EXTRACTED RECORDS:
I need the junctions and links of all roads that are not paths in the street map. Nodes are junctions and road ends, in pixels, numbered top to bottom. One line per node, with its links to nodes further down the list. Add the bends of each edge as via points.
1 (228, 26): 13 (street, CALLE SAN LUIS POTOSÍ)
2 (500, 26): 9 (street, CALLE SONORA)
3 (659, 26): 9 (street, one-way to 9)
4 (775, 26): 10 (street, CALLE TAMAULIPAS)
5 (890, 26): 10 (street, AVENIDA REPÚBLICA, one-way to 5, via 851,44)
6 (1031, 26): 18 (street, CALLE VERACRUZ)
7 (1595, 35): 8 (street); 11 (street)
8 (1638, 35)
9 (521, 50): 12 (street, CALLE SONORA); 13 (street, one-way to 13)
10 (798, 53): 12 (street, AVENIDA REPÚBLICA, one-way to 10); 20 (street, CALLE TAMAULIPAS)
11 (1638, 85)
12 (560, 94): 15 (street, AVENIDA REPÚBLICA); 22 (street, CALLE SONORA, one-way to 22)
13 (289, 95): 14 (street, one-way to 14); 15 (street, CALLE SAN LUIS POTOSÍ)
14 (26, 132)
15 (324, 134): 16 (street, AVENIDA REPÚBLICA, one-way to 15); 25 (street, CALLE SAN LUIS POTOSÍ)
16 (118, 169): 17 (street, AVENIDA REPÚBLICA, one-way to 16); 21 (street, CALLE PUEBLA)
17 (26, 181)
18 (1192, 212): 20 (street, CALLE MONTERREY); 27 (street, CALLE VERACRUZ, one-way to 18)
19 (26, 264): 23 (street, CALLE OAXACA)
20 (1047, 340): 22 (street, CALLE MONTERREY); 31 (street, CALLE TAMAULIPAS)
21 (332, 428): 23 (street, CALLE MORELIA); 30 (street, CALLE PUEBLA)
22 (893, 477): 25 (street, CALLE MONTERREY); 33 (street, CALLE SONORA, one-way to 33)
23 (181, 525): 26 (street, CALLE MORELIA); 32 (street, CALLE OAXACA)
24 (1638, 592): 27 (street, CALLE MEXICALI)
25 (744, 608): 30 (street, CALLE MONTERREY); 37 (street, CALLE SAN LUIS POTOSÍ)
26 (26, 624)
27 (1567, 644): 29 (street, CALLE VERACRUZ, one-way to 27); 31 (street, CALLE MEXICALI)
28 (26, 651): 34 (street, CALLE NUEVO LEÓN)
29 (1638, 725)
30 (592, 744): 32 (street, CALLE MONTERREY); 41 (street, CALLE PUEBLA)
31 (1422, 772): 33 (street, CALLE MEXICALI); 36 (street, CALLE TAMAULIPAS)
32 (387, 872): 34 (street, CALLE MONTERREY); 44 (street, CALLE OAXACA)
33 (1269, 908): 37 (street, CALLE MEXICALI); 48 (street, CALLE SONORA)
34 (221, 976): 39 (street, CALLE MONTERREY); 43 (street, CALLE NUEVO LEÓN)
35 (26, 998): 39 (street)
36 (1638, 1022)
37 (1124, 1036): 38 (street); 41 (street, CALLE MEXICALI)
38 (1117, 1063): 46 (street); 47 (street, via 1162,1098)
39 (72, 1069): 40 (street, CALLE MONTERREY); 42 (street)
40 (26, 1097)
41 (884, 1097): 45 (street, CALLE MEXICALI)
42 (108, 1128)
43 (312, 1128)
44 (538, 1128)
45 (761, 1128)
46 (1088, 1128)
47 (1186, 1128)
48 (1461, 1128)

EXERCISE INSTRUCTIONS: Within the entries above, find the string "PUEBLA" and return each line that holds it.

RESULT:
16 (118, 169): 17 (street, AVENIDA REPÚBLICA, one-way to 16); 21 (street, CALLE PUEBLA)
21 (332, 428): 23 (street, CALLE MORELIA); 30 (street, CALLE PUEBLA)
30 (592, 744): 32 (street, CALLE MONTERREY); 41 (street, CALLE PUEBLA)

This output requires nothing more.